Work order> A single number is the answer: the count of lines below that contain "Wallace".

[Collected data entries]
────────────────────────────────────────

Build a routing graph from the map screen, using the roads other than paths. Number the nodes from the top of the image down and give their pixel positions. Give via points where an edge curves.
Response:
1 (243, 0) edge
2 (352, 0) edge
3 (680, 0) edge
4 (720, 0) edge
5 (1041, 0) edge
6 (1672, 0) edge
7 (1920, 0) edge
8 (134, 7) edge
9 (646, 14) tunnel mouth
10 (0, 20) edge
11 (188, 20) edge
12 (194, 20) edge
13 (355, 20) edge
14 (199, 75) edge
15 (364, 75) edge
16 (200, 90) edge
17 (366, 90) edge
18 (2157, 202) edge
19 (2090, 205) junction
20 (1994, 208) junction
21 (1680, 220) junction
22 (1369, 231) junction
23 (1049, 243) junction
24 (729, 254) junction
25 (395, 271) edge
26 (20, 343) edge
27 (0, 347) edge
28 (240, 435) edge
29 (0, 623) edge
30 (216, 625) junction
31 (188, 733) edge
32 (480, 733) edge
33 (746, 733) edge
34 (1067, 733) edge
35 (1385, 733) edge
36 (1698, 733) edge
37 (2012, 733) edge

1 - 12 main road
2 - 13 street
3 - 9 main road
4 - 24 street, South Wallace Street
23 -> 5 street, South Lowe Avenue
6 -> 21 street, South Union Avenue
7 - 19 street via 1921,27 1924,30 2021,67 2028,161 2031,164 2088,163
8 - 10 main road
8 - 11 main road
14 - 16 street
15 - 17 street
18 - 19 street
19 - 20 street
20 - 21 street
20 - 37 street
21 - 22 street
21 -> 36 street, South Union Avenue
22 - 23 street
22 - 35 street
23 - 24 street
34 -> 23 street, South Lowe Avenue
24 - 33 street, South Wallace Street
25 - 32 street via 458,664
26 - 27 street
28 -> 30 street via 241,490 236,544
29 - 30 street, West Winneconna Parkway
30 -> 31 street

────────────────────────────────────────

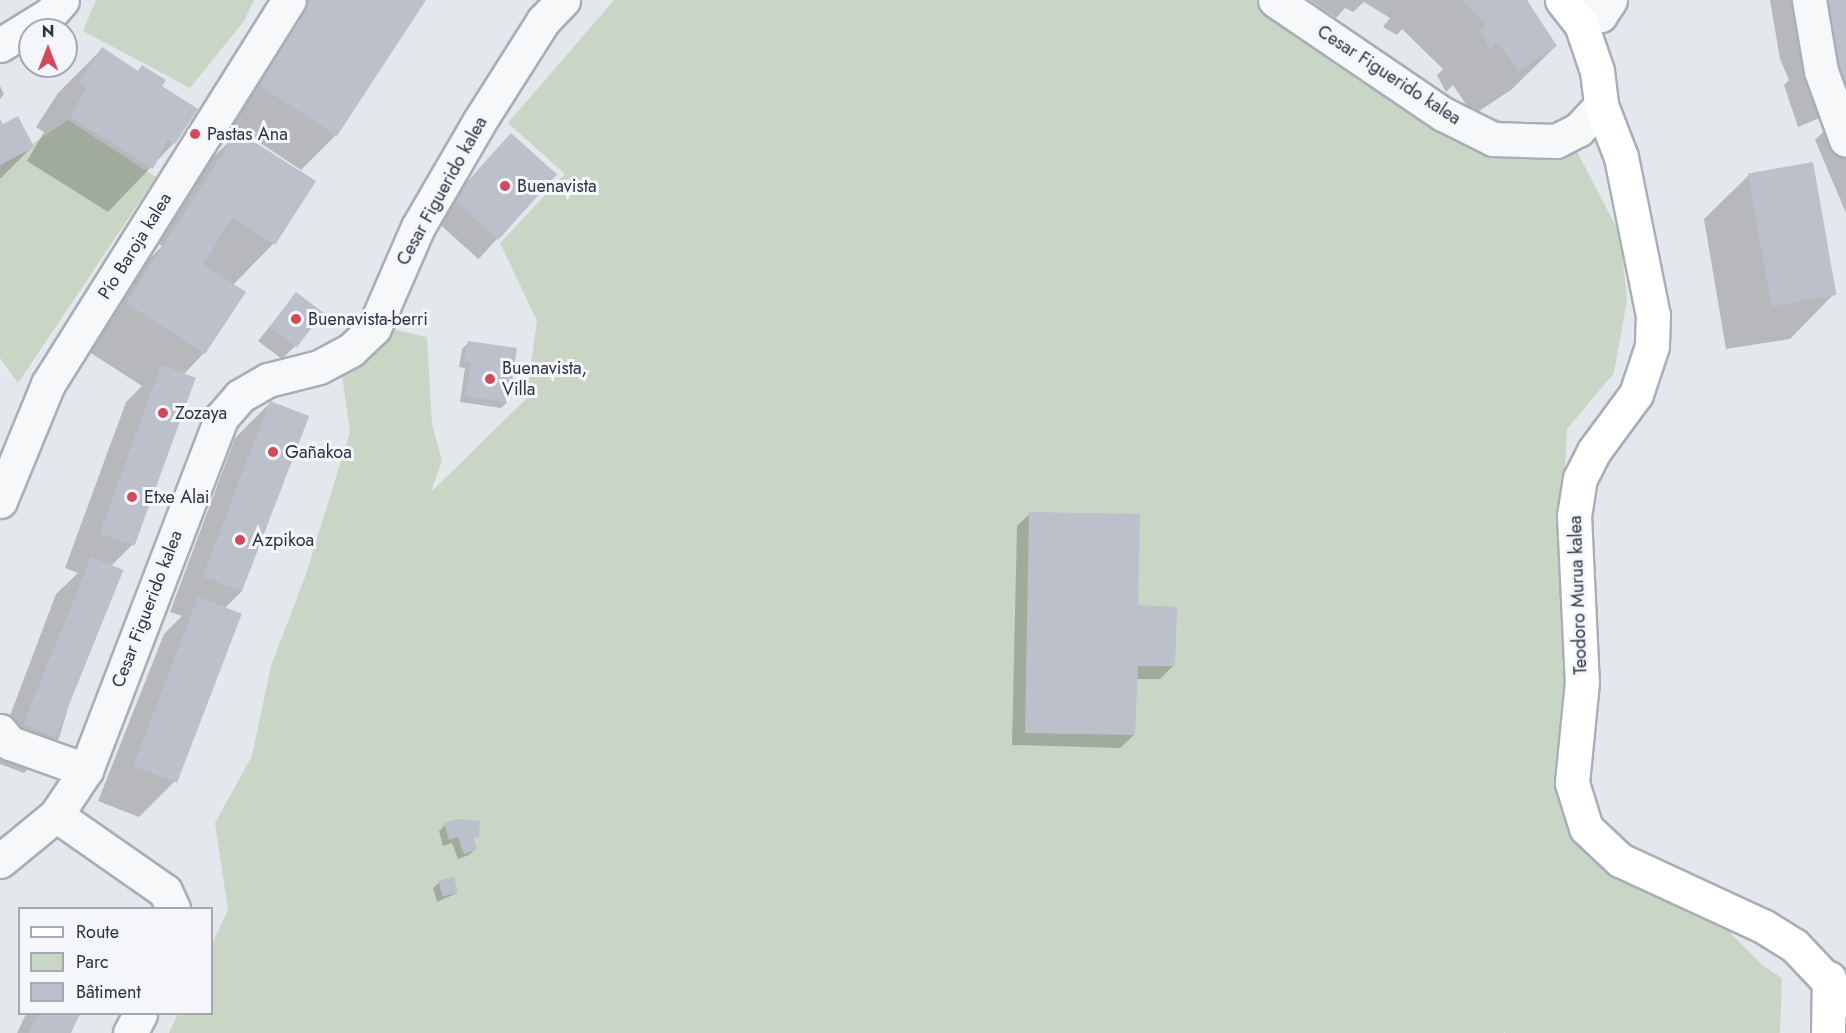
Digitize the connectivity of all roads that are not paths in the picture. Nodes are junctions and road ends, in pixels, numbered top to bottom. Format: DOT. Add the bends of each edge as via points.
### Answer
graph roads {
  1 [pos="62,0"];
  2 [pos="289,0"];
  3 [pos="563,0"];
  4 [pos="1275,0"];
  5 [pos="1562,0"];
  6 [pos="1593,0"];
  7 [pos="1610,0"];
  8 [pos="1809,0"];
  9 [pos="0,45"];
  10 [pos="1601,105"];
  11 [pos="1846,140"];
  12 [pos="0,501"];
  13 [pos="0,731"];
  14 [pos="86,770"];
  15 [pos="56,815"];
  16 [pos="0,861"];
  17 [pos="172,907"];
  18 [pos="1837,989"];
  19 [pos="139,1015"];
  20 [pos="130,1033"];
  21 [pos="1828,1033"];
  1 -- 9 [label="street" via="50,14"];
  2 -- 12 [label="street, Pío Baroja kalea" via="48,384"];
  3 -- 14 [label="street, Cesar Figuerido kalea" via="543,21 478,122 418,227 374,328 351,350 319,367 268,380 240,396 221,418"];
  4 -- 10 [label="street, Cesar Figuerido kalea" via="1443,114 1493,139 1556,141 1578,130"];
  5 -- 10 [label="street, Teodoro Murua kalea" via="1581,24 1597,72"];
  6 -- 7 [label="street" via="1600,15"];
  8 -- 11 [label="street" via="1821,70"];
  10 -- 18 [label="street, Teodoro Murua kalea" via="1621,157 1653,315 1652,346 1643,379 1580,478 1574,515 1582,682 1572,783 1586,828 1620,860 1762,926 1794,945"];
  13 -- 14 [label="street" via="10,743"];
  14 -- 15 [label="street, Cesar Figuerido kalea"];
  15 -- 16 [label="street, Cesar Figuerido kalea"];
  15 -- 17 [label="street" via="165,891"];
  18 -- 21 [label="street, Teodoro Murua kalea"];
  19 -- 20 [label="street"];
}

────────────────────────────────────────

Answer below> 2